Hydrangeas are her favorite plant, both for bouquets and for the garden. “They’re beautiful in bud and in bloom, and the flowers are great dried in arrangements,” she says. Margy also grows lots of crocosmia, acanthus and dahlias. Then in late spring, she plants annuals like geraniums, zinnias and begonias for color and cutting. “I love wax begonias … they grow big and fluffy and bloom for months,” she says.
Margy planted edibles in the sunnier areas of this mostly shady garden. There’s a little strip of vegetable garden near the sidewalk. “That’s where I grow ingredients for tabbouleh: parsley, herbs and tomatoes,” she says. Along one side is a raspberry patch she describes as “my husband’s pride and joy.”
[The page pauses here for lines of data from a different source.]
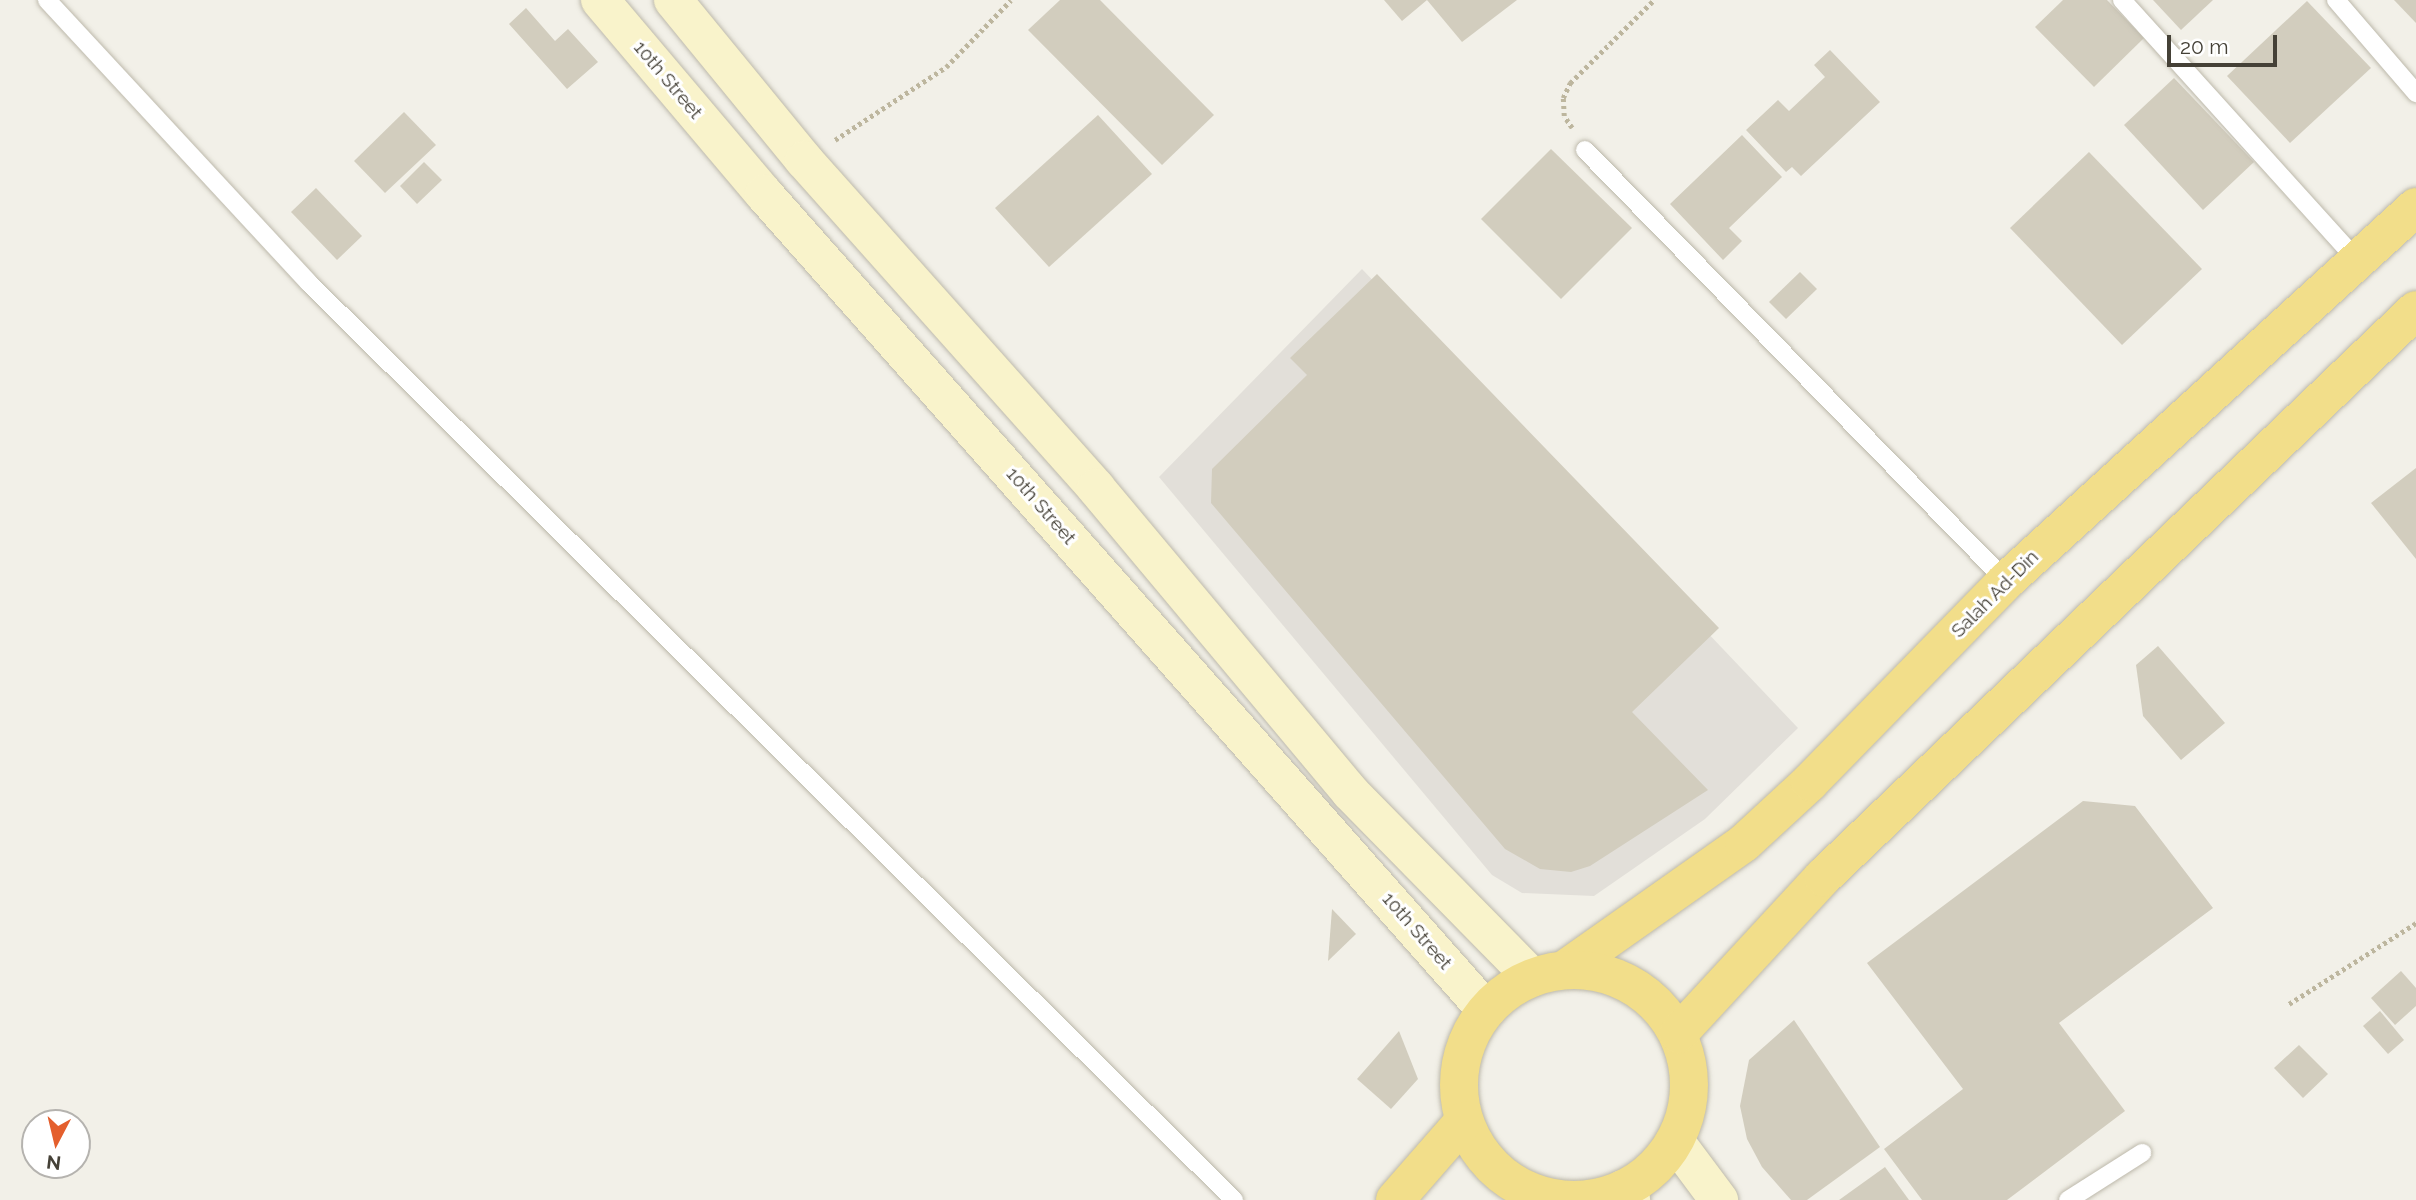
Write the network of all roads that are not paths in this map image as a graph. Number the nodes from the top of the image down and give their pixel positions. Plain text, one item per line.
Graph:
1 (47, 0) edge
2 (600, 0) edge
3 (673, 0) edge
4 (2122, 0) edge
5 (2336, 0) edge
6 (2416, 93) edge
7 (1584, 150) road end
8 (2416, 206) edge
9 (2356, 259) junction
10 (2416, 310) edge
11 (2006, 581) junction
12 (1548, 974) junction
13 (1486, 1010) junction
14 (1678, 1034) junction
15 (1464, 1121) junction
16 (1675, 1141) junction
17 (2142, 1153) dead end
18 (1522, 1194) edge
19 (1627, 1195) edge
20 (1234, 1200) edge
21 (1395, 1200) edge
22 (1719, 1200) edge
23 (2068, 1200) edge

1 - 20 lane
2 - 13 main road, 10th Street
3 - 12 main road
4 - 9 lane
5 - 6 lane
7 - 11 lane
8 - 9 highway, Salah Ad-Din
9 - 11 highway, Salah Ad-Din
10 - 14 highway
11 - 12 highway, Salah Ad-Din
12 - 13 highway
12 - 14 highway
13 - 15 highway
14 - 16 highway
15 - 18 highway
15 - 21 highway
16 - 19 highway
16 - 22 main road
17 - 23 lane
18 - 19 highway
Despite the garden’s historic ambience, the Samuelsons have never been shy about changes and updates. For years, Margy has plumped up the garden with the materials she needs for arrangements. Next she hopes to add a patio in the middle of the lawn. And she is planning a memorial garden for her deceased goddaughter, filled with the white hydrangeas that she loved.
Yet all the mossy river rocks, the old stones underfoot and the canopy of mature shrubs and trees make you feel like you’ve stepped back in time when you walk through the Samuelsons’ garden gate. “I feel Charlotte’s (the original gardener) spirit here in the garden,” says Margy. “She left me great soil, good garden bones and hardly any slugs.”